-------- EXTRACTED RECORDS --------
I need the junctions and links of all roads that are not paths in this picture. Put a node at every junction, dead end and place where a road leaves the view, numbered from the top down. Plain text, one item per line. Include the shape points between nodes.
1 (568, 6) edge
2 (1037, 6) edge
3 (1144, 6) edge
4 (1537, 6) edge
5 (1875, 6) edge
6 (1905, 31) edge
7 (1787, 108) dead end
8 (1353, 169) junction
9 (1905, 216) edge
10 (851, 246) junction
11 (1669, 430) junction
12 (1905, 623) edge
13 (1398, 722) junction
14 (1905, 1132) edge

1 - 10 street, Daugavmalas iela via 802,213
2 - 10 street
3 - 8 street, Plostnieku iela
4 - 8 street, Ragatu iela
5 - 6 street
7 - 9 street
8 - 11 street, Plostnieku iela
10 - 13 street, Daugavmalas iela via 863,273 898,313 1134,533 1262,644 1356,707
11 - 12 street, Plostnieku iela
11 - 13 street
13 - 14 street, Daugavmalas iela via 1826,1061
--------
* TO DO
Each and every entry needs to be repeated exactly.

* EXERCISE RESULT
I need the junctions and links of all roads that are not paths in this picture. Put a node at every junction, dead end and place where a road leaves the view, numbered from the top down. Plain text, one item per line. Include the shape points between nodes.
1 (568, 6) edge
2 (1037, 6) edge
3 (1144, 6) edge
4 (1537, 6) edge
5 (1875, 6) edge
6 (1905, 31) edge
7 (1787, 108) dead end
8 (1353, 169) junction
9 (1905, 216) edge
10 (851, 246) junction
11 (1669, 430) junction
12 (1905, 623) edge
13 (1398, 722) junction
14 (1905, 1132) edge

1 - 10 street, Daugavmalas iela via 802,213
2 - 10 street
3 - 8 street, Plostnieku iela
4 - 8 street, Ragatu iela
5 - 6 street
7 - 9 street
8 - 11 street, Plostnieku iela
10 - 13 street, Daugavmalas iela via 863,273 898,313 1134,533 1262,644 1356,707
11 - 12 street, Plostnieku iela
11 - 13 street
13 - 14 street, Daugavmalas iela via 1826,1061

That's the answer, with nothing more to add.